Employment Practices Liability (EPL) insurance routinely includes full third-party liability. Optional coverages for Wage & Hour (FSLA) or Immigration (IRCA) violations are available at various sub-limits. In addition, the employee definition can be broadened to include Independent Contractors.
An enhancement for Workplace Violence can cover such costs as counseling, extra security, public relations support and more, often up to $250,000 as a sub-limit. Additional third-party liability enhancements can provide coverage for expanded definitions of harassment, discrimination and similar wrongful acts. Not only will these enhancements protect the company itself, but it can help protect those that their employees interact with as well.
Wage & Hour enhancements are particularly common as claims for the miscalculation of wages or failure to pay overtime properly have grown. Compounded errors amassed over multiple years for many employees can quickly add up and basic policies won’t cover some or all of such claims. Separate standalone Wage and Hour policies are available for clients with a high employee count. IRCA is an important enhancement for companies that may hire foreign or seasonal migrant workers that provides coverage for violations of the Immigration Reform and Control Act.
Directors & Officers Liability (D&O) insurance policies can provide supplementary coverage at various sub-limits for such needs as Derivative Demand Investigation costs (only on for-profits), Additional Side-A/Non-Indemnifiable Loss, covering Employed Lawyers under the Insured Persons definition, Subpoena claims and HIPAA claims, Shareholder Dilution claims and IRS Fines & Penalties (only for non-profits).
Derivative Demand Investigation provides coverage for investigative costs of a shareholder derivative demand. Side A coverage is greatly desired as it provides direct indemnification to the directors and officers for acts in their role for which the corporate organization is not legally required to indemnify the directors and officers.
Continued interest exists for Costs of Defense Outside of Limits (DoL) added to the Management Liability policy. Outside of the per coverage part limit, this can provide up to an additional $1 million limit dedicated to the cost of defending against a lawsuit. In recent years we have seen such defense costs generally rising above the level of inflation, and these high attorney and defense fees are forcing many clients to make this enhancement a necessary part of their coverage portfolio.

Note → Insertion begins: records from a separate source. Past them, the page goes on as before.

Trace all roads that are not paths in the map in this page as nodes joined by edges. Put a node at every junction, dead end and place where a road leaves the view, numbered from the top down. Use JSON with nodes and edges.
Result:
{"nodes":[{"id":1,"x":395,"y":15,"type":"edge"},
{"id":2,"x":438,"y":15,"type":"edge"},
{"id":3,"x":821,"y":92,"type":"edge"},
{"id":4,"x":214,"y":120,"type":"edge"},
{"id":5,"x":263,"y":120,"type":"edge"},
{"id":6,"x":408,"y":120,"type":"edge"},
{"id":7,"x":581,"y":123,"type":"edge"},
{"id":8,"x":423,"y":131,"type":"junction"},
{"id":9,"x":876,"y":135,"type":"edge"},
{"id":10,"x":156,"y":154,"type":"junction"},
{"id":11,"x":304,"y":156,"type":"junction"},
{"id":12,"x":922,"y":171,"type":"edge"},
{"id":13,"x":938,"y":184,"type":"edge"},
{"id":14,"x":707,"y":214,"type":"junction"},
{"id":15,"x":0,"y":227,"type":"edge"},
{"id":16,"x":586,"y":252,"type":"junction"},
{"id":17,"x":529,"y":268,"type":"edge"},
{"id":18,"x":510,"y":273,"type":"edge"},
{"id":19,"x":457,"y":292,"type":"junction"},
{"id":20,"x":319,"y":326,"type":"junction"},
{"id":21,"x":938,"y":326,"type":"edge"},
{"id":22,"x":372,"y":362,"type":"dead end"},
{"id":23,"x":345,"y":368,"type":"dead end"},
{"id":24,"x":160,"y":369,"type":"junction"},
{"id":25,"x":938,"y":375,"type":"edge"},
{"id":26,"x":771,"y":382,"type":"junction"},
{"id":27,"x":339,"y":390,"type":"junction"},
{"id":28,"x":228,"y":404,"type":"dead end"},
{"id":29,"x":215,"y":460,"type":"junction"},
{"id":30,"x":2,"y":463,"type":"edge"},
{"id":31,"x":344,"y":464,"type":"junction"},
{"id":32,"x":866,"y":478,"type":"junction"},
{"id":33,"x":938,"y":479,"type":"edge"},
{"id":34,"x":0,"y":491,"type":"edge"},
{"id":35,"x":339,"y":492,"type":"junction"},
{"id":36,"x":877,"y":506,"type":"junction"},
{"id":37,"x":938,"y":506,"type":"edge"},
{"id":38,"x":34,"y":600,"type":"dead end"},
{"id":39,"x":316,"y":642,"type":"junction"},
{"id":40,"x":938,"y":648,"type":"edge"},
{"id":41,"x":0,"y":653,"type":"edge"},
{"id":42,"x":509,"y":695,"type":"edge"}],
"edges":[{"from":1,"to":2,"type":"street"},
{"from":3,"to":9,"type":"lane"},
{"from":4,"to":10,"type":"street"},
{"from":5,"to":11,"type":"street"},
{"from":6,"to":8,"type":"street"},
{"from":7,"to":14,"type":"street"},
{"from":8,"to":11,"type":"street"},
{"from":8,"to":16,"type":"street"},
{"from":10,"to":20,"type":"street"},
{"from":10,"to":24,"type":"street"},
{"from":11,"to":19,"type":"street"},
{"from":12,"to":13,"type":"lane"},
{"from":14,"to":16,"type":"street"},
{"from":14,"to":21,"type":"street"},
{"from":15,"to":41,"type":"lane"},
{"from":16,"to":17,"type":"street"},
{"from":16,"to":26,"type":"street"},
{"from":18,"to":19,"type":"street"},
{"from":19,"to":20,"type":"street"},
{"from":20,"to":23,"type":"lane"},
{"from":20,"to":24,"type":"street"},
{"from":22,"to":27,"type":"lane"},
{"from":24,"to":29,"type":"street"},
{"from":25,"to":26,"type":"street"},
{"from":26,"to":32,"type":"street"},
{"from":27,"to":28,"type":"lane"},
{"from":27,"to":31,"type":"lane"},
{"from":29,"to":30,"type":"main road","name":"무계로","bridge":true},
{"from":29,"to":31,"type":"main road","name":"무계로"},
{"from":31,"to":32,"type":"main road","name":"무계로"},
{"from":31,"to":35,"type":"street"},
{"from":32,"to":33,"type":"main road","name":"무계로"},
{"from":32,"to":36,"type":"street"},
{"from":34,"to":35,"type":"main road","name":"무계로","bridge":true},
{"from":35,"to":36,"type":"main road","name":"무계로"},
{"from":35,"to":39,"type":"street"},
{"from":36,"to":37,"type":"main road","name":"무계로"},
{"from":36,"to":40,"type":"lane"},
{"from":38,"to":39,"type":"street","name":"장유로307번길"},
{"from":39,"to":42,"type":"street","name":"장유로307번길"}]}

Within Fiduciary Liability (FL) the following can be added on to FL policies via various sub-limits: Voluntary Settlement Programs, HIPAA, COBRA and PPACA (Affordable Care Act) claims, Disclosure Provision Penalties and Settlor Capacity claims. These policies provide greater protection to the insured as they manage and administer their company’s employee benefit plans.
Overall the Management Liability market continues to experience rapid change, requiring clients to work closely with brokers to ensure proper coverage is available. Documentation of company policies & procedures, transparent communications with employees, shareholders and other stakeholders is critical to not only reduce the likelihood of unforeseen claims, but also creating a low-risk profile that can lead to broader and more affordable policy and carrier options.
This commentary is intended to provide a general overview of the issues contained herein and is not intended, nor should it be construed, to provide legal or regulatory advice or guidance. If you have questions or issues of a specific nature, you should consult with your own risk, legal, and compliance teams.